**WHAT TO PRODUCE:**
Each line of the entries below that includes "Nodes" belongs in your answer.

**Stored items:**
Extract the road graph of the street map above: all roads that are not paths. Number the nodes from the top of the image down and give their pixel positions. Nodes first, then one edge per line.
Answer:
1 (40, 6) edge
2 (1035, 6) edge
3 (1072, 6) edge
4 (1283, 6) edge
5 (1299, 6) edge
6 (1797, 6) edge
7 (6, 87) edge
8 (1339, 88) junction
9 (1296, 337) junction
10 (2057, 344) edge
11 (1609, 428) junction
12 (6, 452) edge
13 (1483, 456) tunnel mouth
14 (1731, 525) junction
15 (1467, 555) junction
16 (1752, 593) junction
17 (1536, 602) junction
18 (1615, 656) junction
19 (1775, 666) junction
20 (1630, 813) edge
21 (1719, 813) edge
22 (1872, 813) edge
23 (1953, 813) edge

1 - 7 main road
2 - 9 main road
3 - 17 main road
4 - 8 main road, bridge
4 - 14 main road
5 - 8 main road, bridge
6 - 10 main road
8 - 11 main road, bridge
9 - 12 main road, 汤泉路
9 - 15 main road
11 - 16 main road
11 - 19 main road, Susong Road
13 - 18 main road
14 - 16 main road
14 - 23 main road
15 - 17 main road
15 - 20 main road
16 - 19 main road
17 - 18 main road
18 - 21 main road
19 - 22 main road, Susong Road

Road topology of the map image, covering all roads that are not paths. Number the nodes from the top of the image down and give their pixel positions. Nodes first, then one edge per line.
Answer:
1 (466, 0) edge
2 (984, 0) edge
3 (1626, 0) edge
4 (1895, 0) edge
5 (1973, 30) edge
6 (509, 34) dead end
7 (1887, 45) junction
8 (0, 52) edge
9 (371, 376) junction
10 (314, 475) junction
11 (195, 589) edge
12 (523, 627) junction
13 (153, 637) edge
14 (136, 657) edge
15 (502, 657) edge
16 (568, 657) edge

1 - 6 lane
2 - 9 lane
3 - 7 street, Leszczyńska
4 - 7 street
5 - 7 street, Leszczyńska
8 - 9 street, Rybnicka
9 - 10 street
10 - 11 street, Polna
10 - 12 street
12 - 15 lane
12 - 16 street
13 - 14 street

**RESPONSE FOR THIS EXERCISE:**
Extract the road graph of the street map above: all roads that are not paths. Number the nodes from the top of the image down and give their pixel positions. Nodes first, then one edge per line.
Road topology of the map image, covering all roads that are not paths. Number the nodes from the top of the image down and give their pixel positions. Nodes first, then one edge per line.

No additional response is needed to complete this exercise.